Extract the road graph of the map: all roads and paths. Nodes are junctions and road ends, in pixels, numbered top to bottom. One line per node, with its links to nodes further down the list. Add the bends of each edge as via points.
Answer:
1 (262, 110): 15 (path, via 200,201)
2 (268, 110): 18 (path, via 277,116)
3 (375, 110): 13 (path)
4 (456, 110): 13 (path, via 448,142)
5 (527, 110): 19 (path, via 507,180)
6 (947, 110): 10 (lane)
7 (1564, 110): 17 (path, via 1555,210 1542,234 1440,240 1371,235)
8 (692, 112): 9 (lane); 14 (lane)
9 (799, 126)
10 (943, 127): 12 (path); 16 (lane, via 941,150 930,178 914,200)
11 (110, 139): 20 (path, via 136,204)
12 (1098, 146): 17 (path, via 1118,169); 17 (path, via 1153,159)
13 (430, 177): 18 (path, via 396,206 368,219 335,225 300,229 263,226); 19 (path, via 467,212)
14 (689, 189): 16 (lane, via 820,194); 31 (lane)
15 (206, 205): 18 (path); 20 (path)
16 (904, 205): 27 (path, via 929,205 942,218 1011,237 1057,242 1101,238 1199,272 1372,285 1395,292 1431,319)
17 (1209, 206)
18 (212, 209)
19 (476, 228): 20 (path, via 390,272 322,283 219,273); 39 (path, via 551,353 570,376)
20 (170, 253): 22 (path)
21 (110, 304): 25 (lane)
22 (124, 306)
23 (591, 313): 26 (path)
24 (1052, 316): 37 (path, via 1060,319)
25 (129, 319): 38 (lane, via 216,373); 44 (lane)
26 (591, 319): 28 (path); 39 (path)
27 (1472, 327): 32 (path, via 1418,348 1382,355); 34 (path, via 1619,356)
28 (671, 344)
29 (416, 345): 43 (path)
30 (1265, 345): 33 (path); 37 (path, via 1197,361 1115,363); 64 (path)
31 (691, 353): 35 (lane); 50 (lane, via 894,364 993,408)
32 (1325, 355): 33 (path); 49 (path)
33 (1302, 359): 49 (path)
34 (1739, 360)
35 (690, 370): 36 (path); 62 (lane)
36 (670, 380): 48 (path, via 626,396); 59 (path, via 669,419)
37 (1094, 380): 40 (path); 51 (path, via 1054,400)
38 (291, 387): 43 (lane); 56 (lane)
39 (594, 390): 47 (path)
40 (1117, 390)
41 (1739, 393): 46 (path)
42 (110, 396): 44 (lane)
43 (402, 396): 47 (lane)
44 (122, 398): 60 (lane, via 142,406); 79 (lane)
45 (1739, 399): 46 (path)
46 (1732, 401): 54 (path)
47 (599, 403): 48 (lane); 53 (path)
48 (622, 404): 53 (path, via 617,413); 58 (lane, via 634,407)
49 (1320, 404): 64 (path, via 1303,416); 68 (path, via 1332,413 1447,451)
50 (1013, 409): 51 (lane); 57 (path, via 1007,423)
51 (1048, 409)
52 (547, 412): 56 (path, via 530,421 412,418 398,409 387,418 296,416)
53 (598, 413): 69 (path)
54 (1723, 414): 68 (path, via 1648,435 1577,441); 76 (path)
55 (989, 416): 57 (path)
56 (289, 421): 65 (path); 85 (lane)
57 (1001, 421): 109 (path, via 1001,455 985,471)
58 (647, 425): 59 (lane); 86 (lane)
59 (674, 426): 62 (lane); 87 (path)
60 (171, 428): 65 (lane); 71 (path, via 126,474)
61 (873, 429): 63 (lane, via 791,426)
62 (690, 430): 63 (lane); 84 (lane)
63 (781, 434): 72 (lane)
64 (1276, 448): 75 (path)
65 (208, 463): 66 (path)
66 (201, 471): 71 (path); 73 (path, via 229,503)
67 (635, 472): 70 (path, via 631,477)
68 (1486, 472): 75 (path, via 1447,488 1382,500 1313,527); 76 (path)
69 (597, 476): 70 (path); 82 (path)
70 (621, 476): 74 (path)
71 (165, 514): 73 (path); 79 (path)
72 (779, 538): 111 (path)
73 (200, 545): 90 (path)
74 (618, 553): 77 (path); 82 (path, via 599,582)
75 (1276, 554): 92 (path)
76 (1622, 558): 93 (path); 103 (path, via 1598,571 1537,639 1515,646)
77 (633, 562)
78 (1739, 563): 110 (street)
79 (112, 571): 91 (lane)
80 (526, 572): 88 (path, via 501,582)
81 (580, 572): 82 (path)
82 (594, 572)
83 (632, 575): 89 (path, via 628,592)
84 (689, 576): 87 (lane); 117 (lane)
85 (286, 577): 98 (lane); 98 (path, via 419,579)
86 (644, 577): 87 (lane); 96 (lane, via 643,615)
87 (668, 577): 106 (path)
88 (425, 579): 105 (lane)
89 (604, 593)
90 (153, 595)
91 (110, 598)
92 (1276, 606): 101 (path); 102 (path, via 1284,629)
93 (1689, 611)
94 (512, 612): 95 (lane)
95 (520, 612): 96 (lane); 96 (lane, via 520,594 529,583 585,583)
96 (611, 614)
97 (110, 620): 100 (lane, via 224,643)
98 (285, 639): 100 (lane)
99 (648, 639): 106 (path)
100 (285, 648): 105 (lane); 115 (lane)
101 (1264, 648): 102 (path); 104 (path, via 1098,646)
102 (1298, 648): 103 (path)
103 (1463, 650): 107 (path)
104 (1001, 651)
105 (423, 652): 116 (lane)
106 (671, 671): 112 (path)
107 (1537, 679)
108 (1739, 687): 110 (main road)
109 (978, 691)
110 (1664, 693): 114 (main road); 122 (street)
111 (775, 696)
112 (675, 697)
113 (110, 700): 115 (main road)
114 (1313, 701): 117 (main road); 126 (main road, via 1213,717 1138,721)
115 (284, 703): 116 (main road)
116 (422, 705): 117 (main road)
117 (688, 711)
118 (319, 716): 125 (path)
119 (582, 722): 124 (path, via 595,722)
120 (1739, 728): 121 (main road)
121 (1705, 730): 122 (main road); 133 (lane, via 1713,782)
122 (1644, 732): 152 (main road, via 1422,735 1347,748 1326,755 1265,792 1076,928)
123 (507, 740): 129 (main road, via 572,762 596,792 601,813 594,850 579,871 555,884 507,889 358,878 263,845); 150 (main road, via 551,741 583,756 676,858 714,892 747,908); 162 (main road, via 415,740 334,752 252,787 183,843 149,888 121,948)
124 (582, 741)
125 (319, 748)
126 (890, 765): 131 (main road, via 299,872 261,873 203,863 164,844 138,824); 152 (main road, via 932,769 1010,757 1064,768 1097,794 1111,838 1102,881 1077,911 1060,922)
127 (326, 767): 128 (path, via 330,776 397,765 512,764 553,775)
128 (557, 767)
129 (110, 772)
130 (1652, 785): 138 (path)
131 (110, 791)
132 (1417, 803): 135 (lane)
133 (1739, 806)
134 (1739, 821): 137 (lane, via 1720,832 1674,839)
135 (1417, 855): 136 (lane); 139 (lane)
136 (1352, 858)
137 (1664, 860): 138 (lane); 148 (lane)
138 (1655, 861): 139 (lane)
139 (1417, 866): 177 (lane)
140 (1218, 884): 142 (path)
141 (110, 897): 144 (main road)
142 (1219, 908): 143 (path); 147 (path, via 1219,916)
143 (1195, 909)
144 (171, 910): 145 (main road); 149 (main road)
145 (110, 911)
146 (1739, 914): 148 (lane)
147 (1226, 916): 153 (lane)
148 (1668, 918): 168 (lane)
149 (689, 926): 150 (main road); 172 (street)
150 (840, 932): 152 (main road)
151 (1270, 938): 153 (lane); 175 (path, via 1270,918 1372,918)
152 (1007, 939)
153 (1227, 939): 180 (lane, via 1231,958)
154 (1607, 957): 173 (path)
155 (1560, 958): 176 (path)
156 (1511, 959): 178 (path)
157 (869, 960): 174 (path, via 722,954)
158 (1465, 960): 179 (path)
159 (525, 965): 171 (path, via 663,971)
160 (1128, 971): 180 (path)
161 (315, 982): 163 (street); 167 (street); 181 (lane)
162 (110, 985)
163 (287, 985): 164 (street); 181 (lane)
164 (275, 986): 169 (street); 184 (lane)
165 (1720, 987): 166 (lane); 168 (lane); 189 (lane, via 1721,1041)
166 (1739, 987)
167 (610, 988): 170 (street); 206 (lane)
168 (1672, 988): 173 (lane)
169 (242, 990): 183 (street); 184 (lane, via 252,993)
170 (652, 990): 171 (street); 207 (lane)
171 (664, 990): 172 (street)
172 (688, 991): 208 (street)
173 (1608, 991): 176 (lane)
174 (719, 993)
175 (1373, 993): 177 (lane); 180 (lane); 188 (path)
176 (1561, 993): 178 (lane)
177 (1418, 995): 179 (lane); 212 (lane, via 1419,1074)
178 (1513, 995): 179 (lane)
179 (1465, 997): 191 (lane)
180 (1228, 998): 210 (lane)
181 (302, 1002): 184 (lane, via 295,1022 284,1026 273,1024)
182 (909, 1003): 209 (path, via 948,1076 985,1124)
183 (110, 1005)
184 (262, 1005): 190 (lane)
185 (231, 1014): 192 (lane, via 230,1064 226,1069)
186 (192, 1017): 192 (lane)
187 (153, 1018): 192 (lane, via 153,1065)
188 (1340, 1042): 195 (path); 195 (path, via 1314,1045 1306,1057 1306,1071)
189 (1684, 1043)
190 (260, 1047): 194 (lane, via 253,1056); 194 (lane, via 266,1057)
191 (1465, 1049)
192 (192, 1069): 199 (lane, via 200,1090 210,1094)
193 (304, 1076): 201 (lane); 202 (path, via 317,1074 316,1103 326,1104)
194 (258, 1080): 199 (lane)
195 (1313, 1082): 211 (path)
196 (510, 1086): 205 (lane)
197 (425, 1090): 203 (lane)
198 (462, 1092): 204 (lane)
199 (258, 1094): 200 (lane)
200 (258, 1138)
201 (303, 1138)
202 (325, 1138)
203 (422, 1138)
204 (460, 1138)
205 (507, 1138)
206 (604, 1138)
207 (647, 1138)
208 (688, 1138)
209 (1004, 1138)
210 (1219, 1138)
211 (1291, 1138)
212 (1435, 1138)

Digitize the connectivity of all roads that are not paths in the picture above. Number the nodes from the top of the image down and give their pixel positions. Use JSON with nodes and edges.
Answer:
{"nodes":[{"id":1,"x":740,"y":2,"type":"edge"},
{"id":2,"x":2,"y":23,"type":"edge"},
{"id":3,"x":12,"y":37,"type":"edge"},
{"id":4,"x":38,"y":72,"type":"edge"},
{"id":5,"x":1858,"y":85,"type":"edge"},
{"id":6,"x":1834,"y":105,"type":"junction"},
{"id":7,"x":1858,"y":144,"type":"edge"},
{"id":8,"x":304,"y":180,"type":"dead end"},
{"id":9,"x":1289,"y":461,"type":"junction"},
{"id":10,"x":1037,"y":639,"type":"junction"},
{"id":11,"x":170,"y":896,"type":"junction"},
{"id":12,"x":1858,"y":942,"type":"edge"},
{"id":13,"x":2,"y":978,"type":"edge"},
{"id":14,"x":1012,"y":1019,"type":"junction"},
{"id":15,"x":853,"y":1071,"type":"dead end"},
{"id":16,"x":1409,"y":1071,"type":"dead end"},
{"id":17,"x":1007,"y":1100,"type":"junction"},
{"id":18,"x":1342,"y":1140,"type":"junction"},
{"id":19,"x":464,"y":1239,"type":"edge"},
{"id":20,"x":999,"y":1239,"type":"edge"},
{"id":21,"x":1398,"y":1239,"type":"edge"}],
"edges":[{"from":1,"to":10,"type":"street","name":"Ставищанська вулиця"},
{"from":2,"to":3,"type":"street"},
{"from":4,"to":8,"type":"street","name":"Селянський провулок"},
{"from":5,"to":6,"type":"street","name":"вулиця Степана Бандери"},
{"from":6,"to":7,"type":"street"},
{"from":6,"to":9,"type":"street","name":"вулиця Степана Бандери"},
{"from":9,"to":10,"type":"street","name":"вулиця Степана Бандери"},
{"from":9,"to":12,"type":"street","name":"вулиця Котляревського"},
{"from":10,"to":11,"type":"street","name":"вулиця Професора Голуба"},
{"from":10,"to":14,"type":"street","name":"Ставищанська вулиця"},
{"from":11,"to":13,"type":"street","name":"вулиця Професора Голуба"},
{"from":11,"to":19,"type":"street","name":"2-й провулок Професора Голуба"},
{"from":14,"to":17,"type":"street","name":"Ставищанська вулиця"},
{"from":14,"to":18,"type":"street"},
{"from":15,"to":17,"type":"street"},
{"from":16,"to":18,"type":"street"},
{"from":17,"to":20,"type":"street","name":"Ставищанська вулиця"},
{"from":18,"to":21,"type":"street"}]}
+---+
• **WHAT IS REQUIRED**:
Above are the records. How many of their lines hold "вулиця"? Answer with the number alone.

• **RESULT FOR THIS EXERCISE**:
10